Requirement:
Find the lines below that contain the string "main". Copy each one.

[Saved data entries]
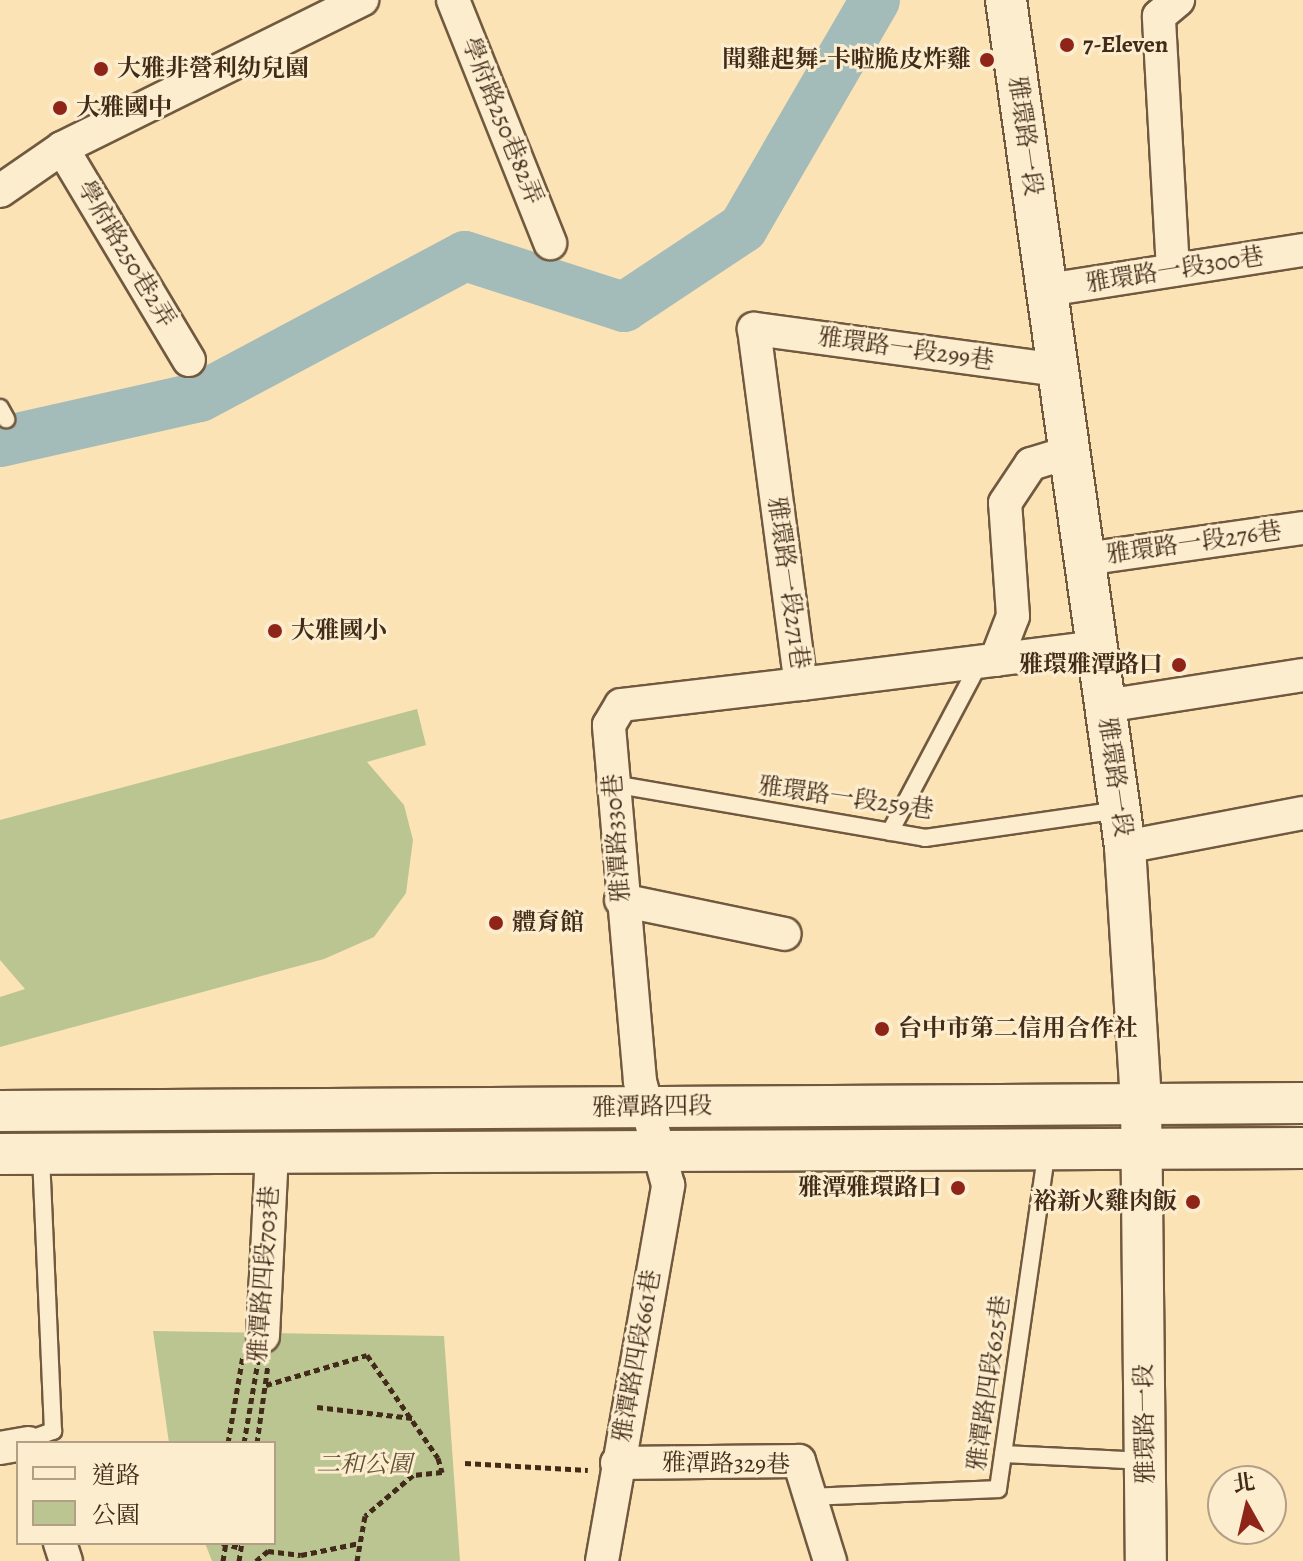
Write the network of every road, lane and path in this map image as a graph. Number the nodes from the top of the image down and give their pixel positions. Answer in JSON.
{"nodes":[{"id":1,"x":362,"y":0,"type":"edge"},
{"id":2,"x":453,"y":0,"type":"edge"},
{"id":3,"x":1006,"y":0,"type":"edge"},
{"id":4,"x":1178,"y":0,"type":"edge"},
{"id":5,"x":62,"y":148,"type":"junction"},
{"id":6,"x":0,"y":191,"type":"edge"},
{"id":7,"x":550,"y":243,"type":"dead end"},
{"id":8,"x":1303,"y":250,"type":"edge"},
{"id":9,"x":1173,"y":270,"type":"junction"},
{"id":10,"x":1047,"y":290,"type":"junction"},
{"id":11,"x":754,"y":329,"type":"joint"},
{"id":12,"x":189,"y":360,"type":"dead end"},
{"id":13,"x":1058,"y":370,"type":"junction"},
{"id":14,"x":1070,"y":452,"type":"junction"},
{"id":15,"x":1303,"y":528,"type":"edge"},
{"id":16,"x":1085,"y":559,"type":"junction"},
{"id":17,"x":1097,"y":647,"type":"junction"},
{"id":18,"x":988,"y":661,"type":"junction"},
{"id":19,"x":1303,"y":675,"type":"edge"},
{"id":20,"x":801,"y":684,"type":"junction"},
{"id":21,"x":1105,"y":706,"type":"junction"},
{"id":22,"x":613,"y":784,"type":"junction"},
{"id":23,"x":1303,"y":813,"type":"edge"},
{"id":24,"x":1122,"y":829,"type":"junction"},
{"id":25,"x":890,"y":832,"type":"junction"},
{"id":26,"x":621,"y":900,"type":"junction"},
{"id":27,"x":785,"y":934,"type":"dead end"},
{"id":28,"x":1141,"y":1098,"type":"junction"},
{"id":29,"x":1303,"y":1103,"type":"edge"},
{"id":30,"x":650,"y":1108,"type":"junction"},
{"id":31,"x":0,"y":1111,"type":"edge"},
{"id":32,"x":1048,"y":1144,"type":"junction"},
{"id":33,"x":1142,"y":1144,"type":"junction"},
{"id":34,"x":1303,"y":1148,"type":"edge"},
{"id":35,"x":662,"y":1150,"type":"junction"},
{"id":36,"x":272,"y":1152,"type":"junction"},
{"id":37,"x":41,"y":1153,"type":"junction"},
{"id":38,"x":0,"y":1154,"type":"edge"},
{"id":39,"x":261,"y":1345,"type":"junction"},
{"id":40,"x":317,"y":1407,"type":"dead end"},
{"id":41,"x":412,"y":1418,"type":"junction"},
{"id":42,"x":27,"y":1441,"type":"edge"},
{"id":43,"x":228,"y":1441,"type":"edge"},
{"id":44,"x":244,"y":1441,"type":"edge"},
{"id":45,"x":257,"y":1441,"type":"edge"},
{"id":46,"x":1003,"y":1454,"type":"junction"},
{"id":47,"x":1145,"y":1461,"type":"junction"},
{"id":48,"x":465,"y":1463,"type":"dead end"},
{"id":49,"x":616,"y":1467,"type":"junction"},
{"id":50,"x":810,"y":1497,"type":"junction"},
{"id":51,"x":360,"y":1543,"type":"junction"},
{"id":52,"x":242,"y":1546,"type":"edge"},
{"id":53,"x":300,"y":1558,"type":"edge"},
{"id":54,"x":239,"y":1561,"type":"edge"},
{"id":55,"x":256,"y":1561,"type":"edge"},
{"id":56,"x":357,"y":1561,"type":"edge"},
{"id":57,"x":602,"y":1561,"type":"edge"},
{"id":58,"x":830,"y":1561,"type":"edge"},
{"id":59,"x":1146,"y":1561,"type":"edge"}],
"edges":[{"from":1,"to":5,"type":"street"},
{"from":2,"to":7,"type":"street","name":"學府路250巷82弄"},
{"from":3,"to":10,"type":"street","name":"雅環路一段"},
{"from":4,"to":9,"type":"street"},
{"from":5,"to":6,"type":"street"},
{"from":5,"to":12,"type":"street","name":"學府路250巷2弄"},
{"from":8,"to":9,"type":"street","name":"雅環路一段300巷"},
{"from":9,"to":10,"type":"street","name":"雅環路一段300巷"},
{"from":10,"to":13,"type":"street","name":"雅環路一段"},
{"from":11,"to":13,"type":"street","name":"雅環路一段299巷"},
{"from":11,"to":20,"type":"street","name":"雅環路一段271巷"},
{"from":13,"to":14,"type":"street","name":"雅環路一段"},
{"from":14,"to":16,"type":"street","name":"雅環路一段"},
{"from":14,"to":18,"type":"street"},
{"from":15,"to":16,"type":"street","name":"雅環路一段276巷"},
{"from":16,"to":17,"type":"street","name":"雅環路一段"},
{"from":17,"to":18,"type":"street","name":"雅環路一段271巷"},
{"from":17,"to":21,"type":"street","name":"雅環路一段"},
{"from":18,"to":20,"type":"street","name":"雅環路一段271巷"},
{"from":18,"to":25,"type":"lane"},
{"from":19,"to":21,"type":"street"},
{"from":20,"to":22,"type":"street","name":"雅潭路330巷"},
{"from":21,"to":24,"type":"street","name":"雅環路一段"},
{"from":22,"to":25,"type":"lane","name":"雅環路一段259巷"},
{"from":22,"to":26,"type":"street","name":"雅潭路330巷"},
{"from":23,"to":24,"type":"street"},
{"from":24,"to":25,"type":"lane","name":"雅環路一段259巷"},
{"from":24,"to":28,"type":"street","name":"雅環路一段"},
{"from":26,"to":27,"type":"street"},
{"from":26,"to":30,"type":"street","name":"雅潭路330巷"},
{"from":28,"to":29,"type":"street","name":"雅潭路四段"},
{"from":28,"to":30,"type":"street","name":"雅潭路四段"},
{"from":28,"to":33,"type":"street","name":"雅環路一段"},
{"from":30,"to":31,"type":"street","name":"雅潭路四段"},
{"from":30,"to":35,"type":"street","name":"雅潭路330巷"},
{"from":32,"to":33,"type":"street","name":"雅潭路四段"},
{"from":32,"to":35,"type":"street","name":"雅潭路四段"},
{"from":32,"to":46,"type":"lane","name":"雅潭路四段625巷"},
{"from":33,"to":34,"type":"street","name":"雅潭路四段"},
{"from":33,"to":47,"type":"street","name":"雅環路一段"},
{"from":35,"to":36,"type":"street","name":"雅潭路四段"},
{"from":35,"to":49,"type":"street","name":"雅潭路四段661巷"},
{"from":36,"to":37,"type":"street","name":"雅潭路四段"},
{"from":36,"to":39,"type":"street","name":"雅潭路四段703巷"},
{"from":37,"to":38,"type":"street","name":"雅潭路四段"},
{"from":37,"to":42,"type":"lane"},
{"from":39,"to":43,"type":"path"},
{"from":39,"to":44,"type":"path","name":"雅潭路四段703巷"},
{"from":40,"to":41,"type":"path"},
{"from":41,"to":45,"type":"path"},
{"from":41,"to":51,"type":"path"},
{"from":46,"to":47,"type":"lane"},
{"from":46,"to":50,"type":"lane","name":"雅潭路四段625巷"},
{"from":47,"to":59,"type":"street","name":"雅環路一段"},
{"from":48,"to":49,"type":"path"},
{"from":49,"to":50,"type":"street","name":"雅潭路329巷"},
{"from":49,"to":57,"type":"street","name":"雅潭路四段661巷"},
{"from":50,"to":58,"type":"street"},
{"from":51,"to":53,"type":"path"},
{"from":51,"to":56,"type":"path"},
{"from":52,"to":54,"type":"path"},
{"from":53,"to":55,"type":"path"}]}
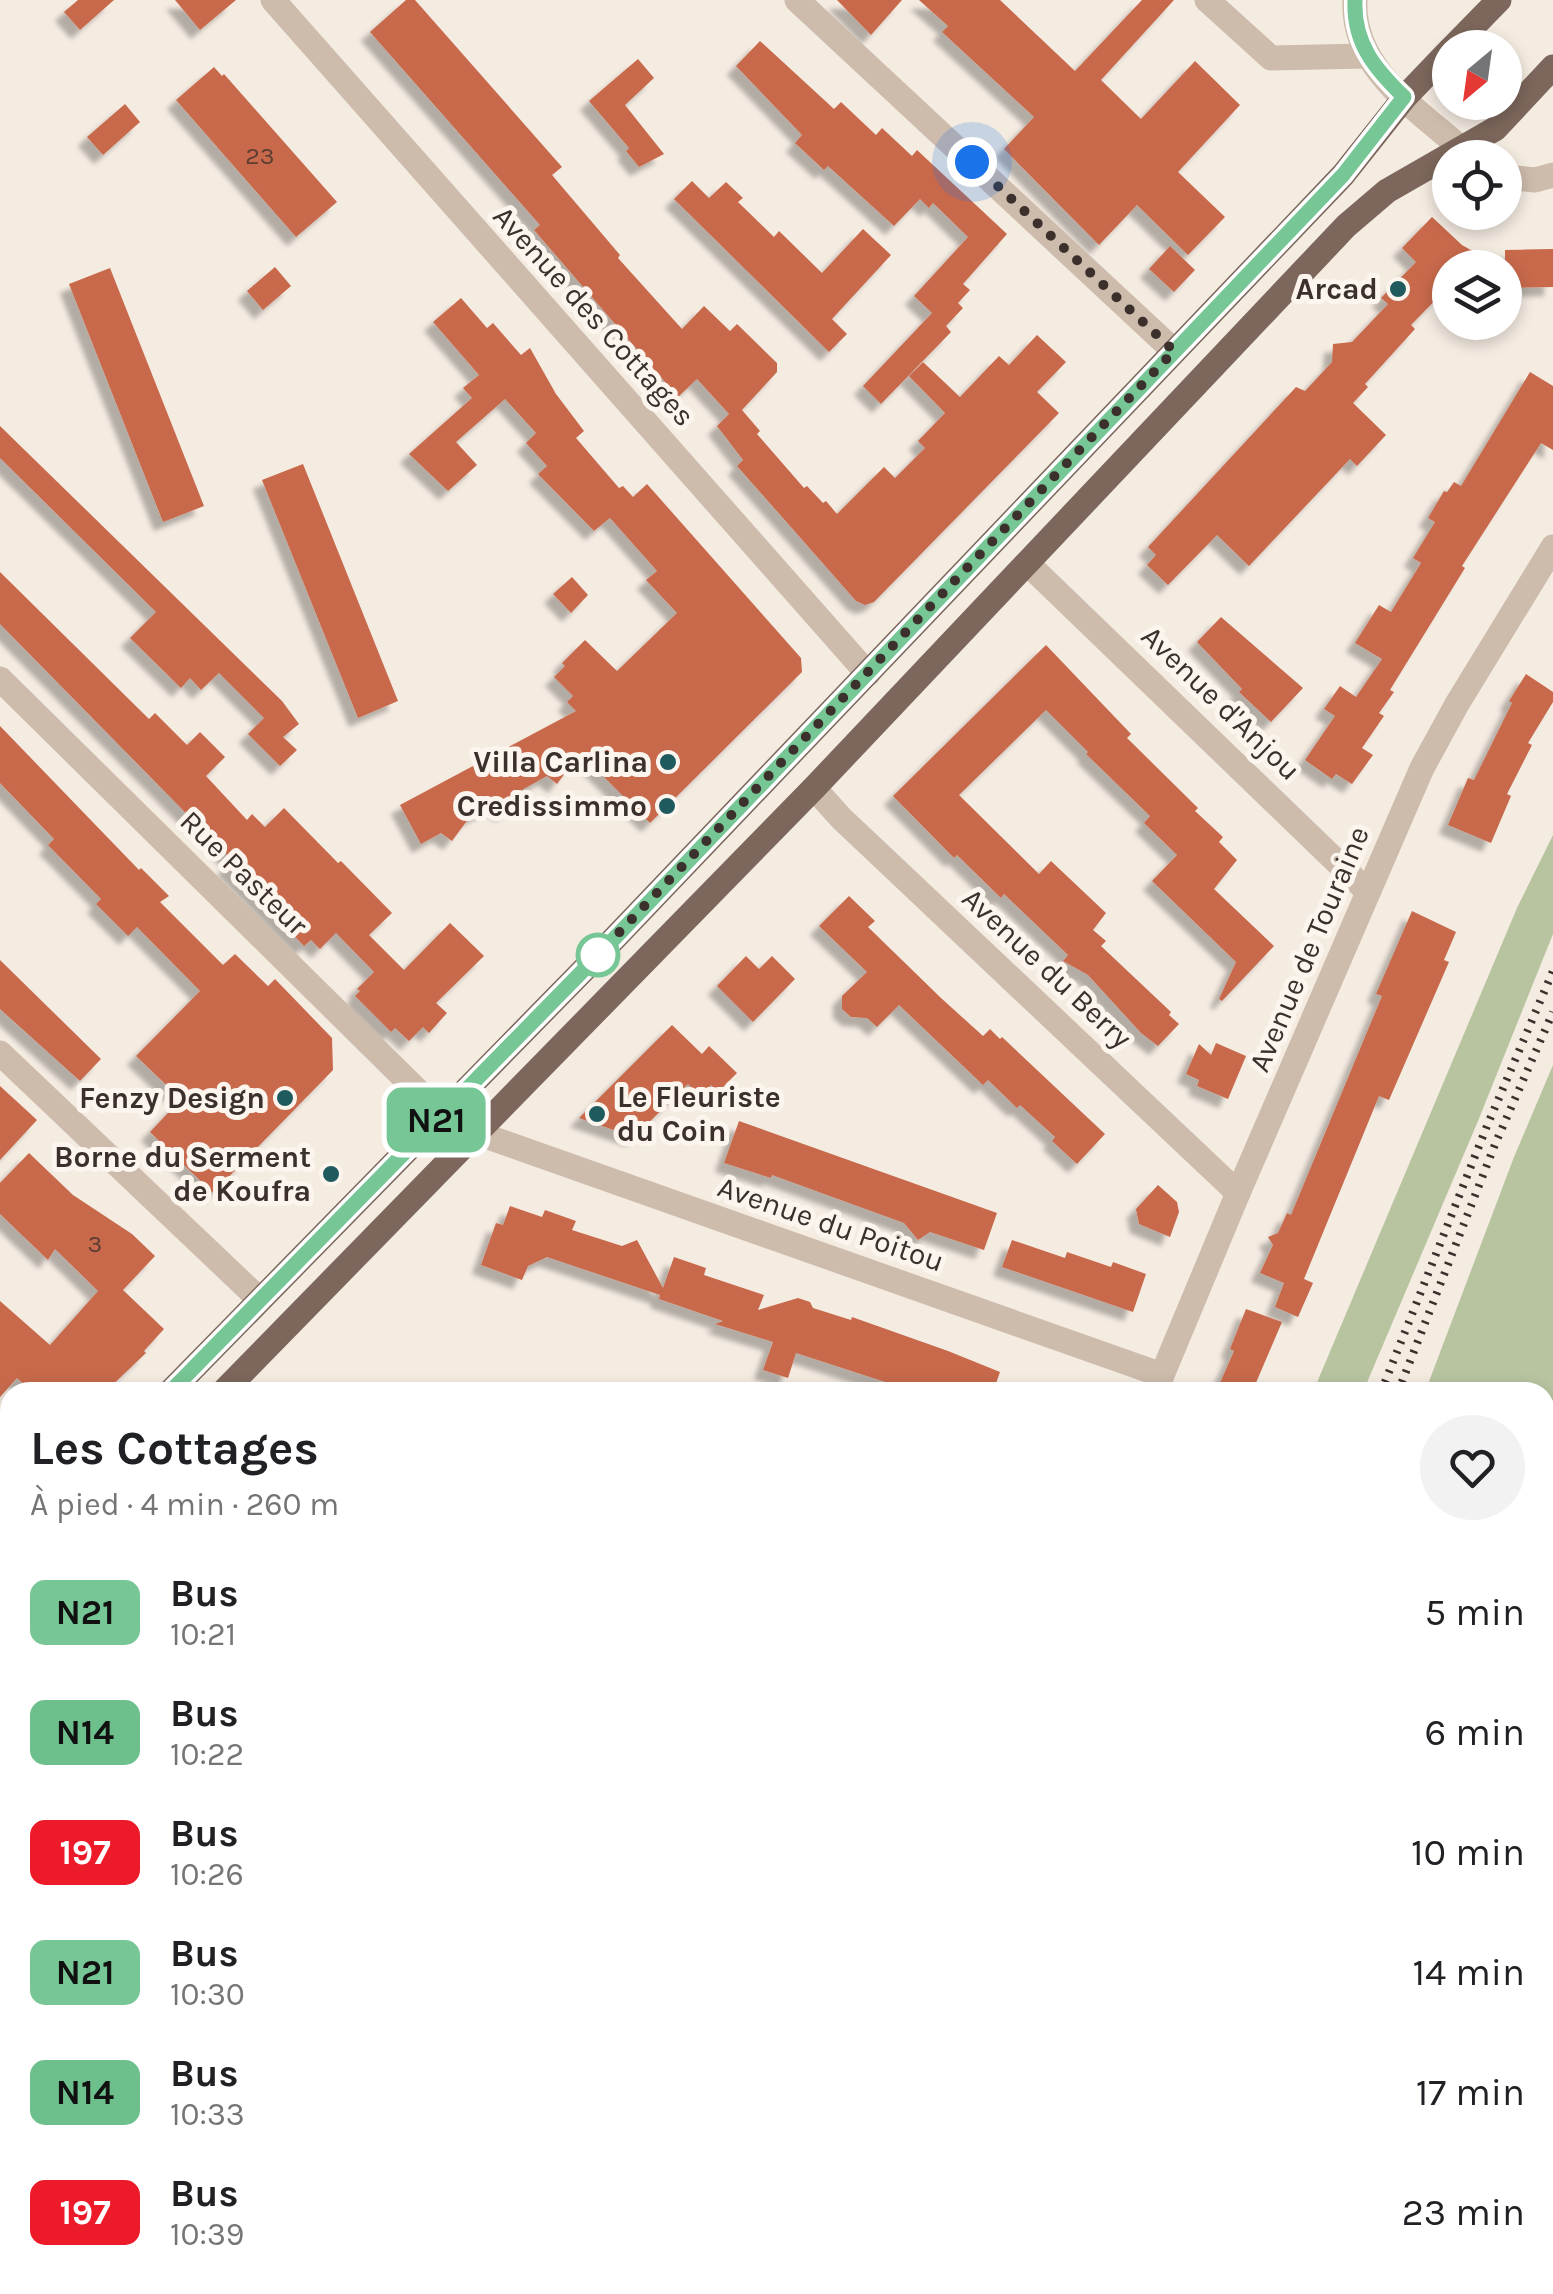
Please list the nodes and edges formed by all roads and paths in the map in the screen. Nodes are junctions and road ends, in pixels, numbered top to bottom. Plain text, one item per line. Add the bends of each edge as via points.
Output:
1 (273, 0) edge
2 (797, 0) edge
3 (1207, 0) edge
4 (1355, 0) edge
5 (1498, 0) edge
6 (1469, 30) edge
7 (1366, 56) junction
8 (1553, 66) edge
9 (1432, 68) edge
10 (1404, 97) junction
11 (1452, 140) edge
12 (1483, 140) edge
13 (1432, 171) edge
14 (1553, 174) edge
15 (1522, 179) edge
16 (1174, 351) junction
17 (1553, 547) edge
18 (1028, 563) junction
19 (868, 674) junction
20 (0, 679) edge
21 (814, 788) junction
22 (1368, 892) junction
23 (0, 1053) edge
24 (441, 1114) junction
25 (477, 1134) junction
26 (1238, 1193) junction
27 (260, 1300) junction
28 (180, 1382) edge
29 (233, 1382) edge
30 (1154, 1382) edge
31 (1160, 1382) edge

1 - 19 street, Avenue des Cottages
2 - 16 street
3 - 7 street via 1272,58
4 - 7 street
5 - 6 main road
7 - 10 street
8 - 12 main road
9 - 10 main road
10 - 11 street
10 - 16 main road via 1343,175
13 - 18 main road via 1387,192 1346,226
14 - 15 street
16 - 19 main road
17 - 22 street, Avenue de Touraine via 1422,768
18 - 21 main road
18 - 22 street, Avenue d'Anjou
19 - 24 main road
20 - 24 street, Rue Pasteur
21 - 25 main road
21 - 26 street, Avenue du Berry
22 - 26 street, Avenue de Touraine
23 - 27 street
24 - 27 main road
25 - 29 main road
25 - 30 street, Avenue du Poitou
26 - 31 street, Avenue de Touraine
27 - 28 main road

Reply:
5 - 6 main road
8 - 12 main road
9 - 10 main road
10 - 16 main road via 1343,175
13 - 18 main road via 1387,192 1346,226
16 - 19 main road
18 - 21 main road
19 - 24 main road
21 - 25 main road
24 - 27 main road
25 - 29 main road
27 - 28 main road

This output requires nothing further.